### WHAT THE EXERCISE ASKS
The expected output is every entry below, exact in every character.

### SOURCE MATERIAL
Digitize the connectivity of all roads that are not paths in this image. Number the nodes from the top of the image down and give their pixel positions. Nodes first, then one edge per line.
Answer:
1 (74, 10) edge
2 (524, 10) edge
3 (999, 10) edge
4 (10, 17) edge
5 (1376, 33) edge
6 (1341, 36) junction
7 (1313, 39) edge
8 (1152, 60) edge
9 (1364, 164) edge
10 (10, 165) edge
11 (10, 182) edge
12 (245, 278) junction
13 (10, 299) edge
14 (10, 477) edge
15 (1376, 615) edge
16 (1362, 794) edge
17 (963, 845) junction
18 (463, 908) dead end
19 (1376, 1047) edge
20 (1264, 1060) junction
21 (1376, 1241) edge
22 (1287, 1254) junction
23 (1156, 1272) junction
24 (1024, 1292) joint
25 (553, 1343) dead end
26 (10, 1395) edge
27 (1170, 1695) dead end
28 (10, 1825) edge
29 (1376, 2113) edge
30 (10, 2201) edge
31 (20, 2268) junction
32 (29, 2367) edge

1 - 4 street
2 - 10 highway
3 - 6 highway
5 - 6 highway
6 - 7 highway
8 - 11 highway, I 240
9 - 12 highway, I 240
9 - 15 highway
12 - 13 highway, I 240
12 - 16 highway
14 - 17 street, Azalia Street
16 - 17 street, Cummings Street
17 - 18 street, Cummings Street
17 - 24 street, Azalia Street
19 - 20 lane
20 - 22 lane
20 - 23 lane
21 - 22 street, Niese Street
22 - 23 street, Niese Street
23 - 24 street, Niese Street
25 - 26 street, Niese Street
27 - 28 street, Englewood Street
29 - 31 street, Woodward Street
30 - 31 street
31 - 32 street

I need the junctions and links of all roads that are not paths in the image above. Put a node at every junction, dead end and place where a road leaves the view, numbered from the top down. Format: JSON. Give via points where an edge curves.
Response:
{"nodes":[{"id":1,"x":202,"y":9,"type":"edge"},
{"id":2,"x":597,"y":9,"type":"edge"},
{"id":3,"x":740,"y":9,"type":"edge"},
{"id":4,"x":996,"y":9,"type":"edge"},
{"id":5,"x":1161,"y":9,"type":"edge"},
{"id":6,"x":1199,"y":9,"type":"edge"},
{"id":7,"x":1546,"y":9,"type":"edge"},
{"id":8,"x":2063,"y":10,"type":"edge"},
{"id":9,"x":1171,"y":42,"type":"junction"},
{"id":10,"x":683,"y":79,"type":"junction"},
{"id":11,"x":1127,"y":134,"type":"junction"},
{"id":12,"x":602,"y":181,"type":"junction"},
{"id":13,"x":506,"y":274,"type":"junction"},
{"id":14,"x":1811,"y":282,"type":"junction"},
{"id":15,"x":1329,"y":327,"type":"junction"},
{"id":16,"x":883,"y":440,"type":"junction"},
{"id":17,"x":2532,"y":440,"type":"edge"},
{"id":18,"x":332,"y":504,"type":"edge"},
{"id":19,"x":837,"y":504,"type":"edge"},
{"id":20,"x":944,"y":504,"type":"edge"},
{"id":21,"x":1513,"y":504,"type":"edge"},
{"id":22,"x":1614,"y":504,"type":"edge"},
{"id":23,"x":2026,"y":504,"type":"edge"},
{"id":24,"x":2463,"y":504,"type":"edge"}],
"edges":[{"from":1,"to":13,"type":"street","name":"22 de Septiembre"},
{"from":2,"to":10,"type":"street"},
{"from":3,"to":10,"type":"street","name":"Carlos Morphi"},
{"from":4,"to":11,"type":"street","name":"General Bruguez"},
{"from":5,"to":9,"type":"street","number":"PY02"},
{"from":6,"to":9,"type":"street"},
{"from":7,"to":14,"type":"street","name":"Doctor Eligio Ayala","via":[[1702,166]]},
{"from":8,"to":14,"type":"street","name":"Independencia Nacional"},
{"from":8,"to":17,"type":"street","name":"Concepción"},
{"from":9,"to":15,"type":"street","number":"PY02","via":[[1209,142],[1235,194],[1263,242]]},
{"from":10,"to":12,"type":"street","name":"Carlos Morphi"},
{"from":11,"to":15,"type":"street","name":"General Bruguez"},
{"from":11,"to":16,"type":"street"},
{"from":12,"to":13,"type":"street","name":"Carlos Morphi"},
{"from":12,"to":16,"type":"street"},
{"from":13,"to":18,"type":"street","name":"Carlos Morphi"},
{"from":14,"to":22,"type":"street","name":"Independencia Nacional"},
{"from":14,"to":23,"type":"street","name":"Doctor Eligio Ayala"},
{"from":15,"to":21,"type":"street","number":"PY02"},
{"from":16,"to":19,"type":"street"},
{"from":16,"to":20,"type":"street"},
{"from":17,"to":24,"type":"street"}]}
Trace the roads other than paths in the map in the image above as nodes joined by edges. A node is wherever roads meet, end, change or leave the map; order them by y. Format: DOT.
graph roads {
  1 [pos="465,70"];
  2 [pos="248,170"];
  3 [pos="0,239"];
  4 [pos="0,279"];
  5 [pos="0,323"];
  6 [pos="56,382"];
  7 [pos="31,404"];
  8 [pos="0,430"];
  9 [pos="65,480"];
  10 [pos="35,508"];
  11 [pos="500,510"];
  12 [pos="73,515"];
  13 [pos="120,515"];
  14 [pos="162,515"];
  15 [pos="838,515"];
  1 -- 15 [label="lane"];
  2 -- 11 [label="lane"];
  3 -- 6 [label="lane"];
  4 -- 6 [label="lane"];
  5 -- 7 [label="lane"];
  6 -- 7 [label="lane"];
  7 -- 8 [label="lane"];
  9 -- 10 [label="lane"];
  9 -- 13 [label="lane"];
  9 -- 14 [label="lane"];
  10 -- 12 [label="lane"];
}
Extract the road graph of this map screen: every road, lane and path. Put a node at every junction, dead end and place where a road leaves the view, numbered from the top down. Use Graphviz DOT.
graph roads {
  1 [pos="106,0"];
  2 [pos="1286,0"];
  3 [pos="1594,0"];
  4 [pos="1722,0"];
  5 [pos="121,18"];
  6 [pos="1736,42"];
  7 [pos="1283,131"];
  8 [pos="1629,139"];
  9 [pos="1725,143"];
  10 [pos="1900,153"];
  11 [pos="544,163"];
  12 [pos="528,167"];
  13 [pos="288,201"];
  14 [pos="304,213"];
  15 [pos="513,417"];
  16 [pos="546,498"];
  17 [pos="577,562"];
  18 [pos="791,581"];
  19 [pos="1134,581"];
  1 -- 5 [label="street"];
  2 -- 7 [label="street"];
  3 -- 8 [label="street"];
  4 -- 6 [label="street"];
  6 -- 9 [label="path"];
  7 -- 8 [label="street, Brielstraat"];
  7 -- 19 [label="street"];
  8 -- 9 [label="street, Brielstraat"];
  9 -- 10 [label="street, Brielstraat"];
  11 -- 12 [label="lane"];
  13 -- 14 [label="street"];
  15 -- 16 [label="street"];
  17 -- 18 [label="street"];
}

### TASK RESULT
Digitize the connectivity of all roads that are not paths in this image. Number the nodes from the top of the image down and give their pixel positions. Nodes first, then one edge per line.
Answer:
1 (74, 10) edge
2 (524, 10) edge
3 (999, 10) edge
4 (10, 17) edge
5 (1376, 33) edge
6 (1341, 36) junction
7 (1313, 39) edge
8 (1152, 60) edge
9 (1364, 164) edge
10 (10, 165) edge
11 (10, 182) edge
12 (245, 278) junction
13 (10, 299) edge
14 (10, 477) edge
15 (1376, 615) edge
16 (1362, 794) edge
17 (963, 845) junction
18 (463, 908) dead end
19 (1376, 1047) edge
20 (1264, 1060) junction
21 (1376, 1241) edge
22 (1287, 1254) junction
23 (1156, 1272) junction
24 (1024, 1292) joint
25 (553, 1343) dead end
26 (10, 1395) edge
27 (1170, 1695) dead end
28 (10, 1825) edge
29 (1376, 2113) edge
30 (10, 2201) edge
31 (20, 2268) junction
32 (29, 2367) edge

1 - 4 street
2 - 10 highway
3 - 6 highway
5 - 6 highway
6 - 7 highway
8 - 11 highway, I 240
9 - 12 highway, I 240
9 - 15 highway
12 - 13 highway, I 240
12 - 16 highway
14 - 17 street, Azalia Street
16 - 17 street, Cummings Street
17 - 18 street, Cummings Street
17 - 24 street, Azalia Street
19 - 20 lane
20 - 22 lane
20 - 23 lane
21 - 22 street, Niese Street
22 - 23 street, Niese Street
23 - 24 street, Niese Street
25 - 26 street, Niese Street
27 - 28 street, Englewood Street
29 - 31 street, Woodward Street
30 - 31 street
31 - 32 street

I need the junctions and links of all roads that are not paths in the image above. Put a node at every junction, dead end and place where a road leaves the view, numbered from the top down. Format: JSON. Give via points where an edge curves.
Response:
{"nodes":[{"id":1,"x":202,"y":9,"type":"edge"},
{"id":2,"x":597,"y":9,"type":"edge"},
{"id":3,"x":740,"y":9,"type":"edge"},
{"id":4,"x":996,"y":9,"type":"edge"},
{"id":5,"x":1161,"y":9,"type":"edge"},
{"id":6,"x":1199,"y":9,"type":"edge"},
{"id":7,"x":1546,"y":9,"type":"edge"},
{"id":8,"x":2063,"y":10,"type":"edge"},
{"id":9,"x":1171,"y":42,"type":"junction"},
{"id":10,"x":683,"y":79,"type":"junction"},
{"id":11,"x":1127,"y":134,"type":"junction"},
{"id":12,"x":602,"y":181,"type":"junction"},
{"id":13,"x":506,"y":274,"type":"junction"},
{"id":14,"x":1811,"y":282,"type":"junction"},
{"id":15,"x":1329,"y":327,"type":"junction"},
{"id":16,"x":883,"y":440,"type":"junction"},
{"id":17,"x":2532,"y":440,"type":"edge"},
{"id":18,"x":332,"y":504,"type":"edge"},
{"id":19,"x":837,"y":504,"type":"edge"},
{"id":20,"x":944,"y":504,"type":"edge"},
{"id":21,"x":1513,"y":504,"type":"edge"},
{"id":22,"x":1614,"y":504,"type":"edge"},
{"id":23,"x":2026,"y":504,"type":"edge"},
{"id":24,"x":2463,"y":504,"type":"edge"}],
"edges":[{"from":1,"to":13,"type":"street","name":"22 de Septiembre"},
{"from":2,"to":10,"type":"street"},
{"from":3,"to":10,"type":"street","name":"Carlos Morphi"},
{"from":4,"to":11,"type":"street","name":"General Bruguez"},
{"from":5,"to":9,"type":"street","number":"PY02"},
{"from":6,"to":9,"type":"street"},
{"from":7,"to":14,"type":"street","name":"Doctor Eligio Ayala","via":[[1702,166]]},
{"from":8,"to":14,"type":"street","name":"Independencia Nacional"},
{"from":8,"to":17,"type":"street","name":"Concepción"},
{"from":9,"to":15,"type":"street","number":"PY02","via":[[1209,142],[1235,194],[1263,242]]},
{"from":10,"to":12,"type":"street","name":"Carlos Morphi"},
{"from":11,"to":15,"type":"street","name":"General Bruguez"},
{"from":11,"to":16,"type":"street"},
{"from":12,"to":13,"type":"street","name":"Carlos Morphi"},
{"from":12,"to":16,"type":"street"},
{"from":13,"to":18,"type":"street","name":"Carlos Morphi"},
{"from":14,"to":22,"type":"street","name":"Independencia Nacional"},
{"from":14,"to":23,"type":"street","name":"Doctor Eligio Ayala"},
{"from":15,"to":21,"type":"street","number":"PY02"},
{"from":16,"to":19,"type":"street"},
{"from":16,"to":20,"type":"street"},
{"from":17,"to":24,"type":"street"}]}
Trace the roads other than paths in the map in the image above as nodes joined by edges. A node is wherever roads meet, end, change or leave the map; order them by y. Format: DOT.
graph roads {
  1 [pos="465,70"];
  2 [pos="248,170"];
  3 [pos="0,239"];
  4 [pos="0,279"];
  5 [pos="0,323"];
  6 [pos="56,382"];
  7 [pos="31,404"];
  8 [pos="0,430"];
  9 [pos="65,480"];
  10 [pos="35,508"];
  11 [pos="500,510"];
  12 [pos="73,515"];
  13 [pos="120,515"];
  14 [pos="162,515"];
  15 [pos="838,515"];
  1 -- 15 [label="lane"];
  2 -- 11 [label="lane"];
  3 -- 6 [label="lane"];
  4 -- 6 [label="lane"];
  5 -- 7 [label="lane"];
  6 -- 7 [label="lane"];
  7 -- 8 [label="lane"];
  9 -- 10 [label="lane"];
  9 -- 13 [label="lane"];
  9 -- 14 [label="lane"];
  10 -- 12 [label="lane"];
}
Extract the road graph of this map screen: every road, lane and path. Put a node at every junction, dead end and place where a road leaves the view, numbered from the top down. Use Graphviz DOT.
graph roads {
  1 [pos="106,0"];
  2 [pos="1286,0"];
  3 [pos="1594,0"];
  4 [pos="1722,0"];
  5 [pos="121,18"];
  6 [pos="1736,42"];
  7 [pos="1283,131"];
  8 [pos="1629,139"];
  9 [pos="1725,143"];
  10 [pos="1900,153"];
  11 [pos="544,163"];
  12 [pos="528,167"];
  13 [pos="288,201"];
  14 [pos="304,213"];
  15 [pos="513,417"];
  16 [pos="546,498"];
  17 [pos="577,562"];
  18 [pos="791,581"];
  19 [pos="1134,581"];
  1 -- 5 [label="street"];
  2 -- 7 [label="street"];
  3 -- 8 [label="street"];
  4 -- 6 [label="street"];
  6 -- 9 [label="path"];
  7 -- 8 [label="street, Brielstraat"];
  7 -- 19 [label="street"];
  8 -- 9 [label="street, Brielstraat"];
  9 -- 10 [label="street, Brielstraat"];
  11 -- 12 [label="lane"];
  13 -- 14 [label="street"];
  15 -- 16 [label="street"];
  17 -- 18 [label="street"];
}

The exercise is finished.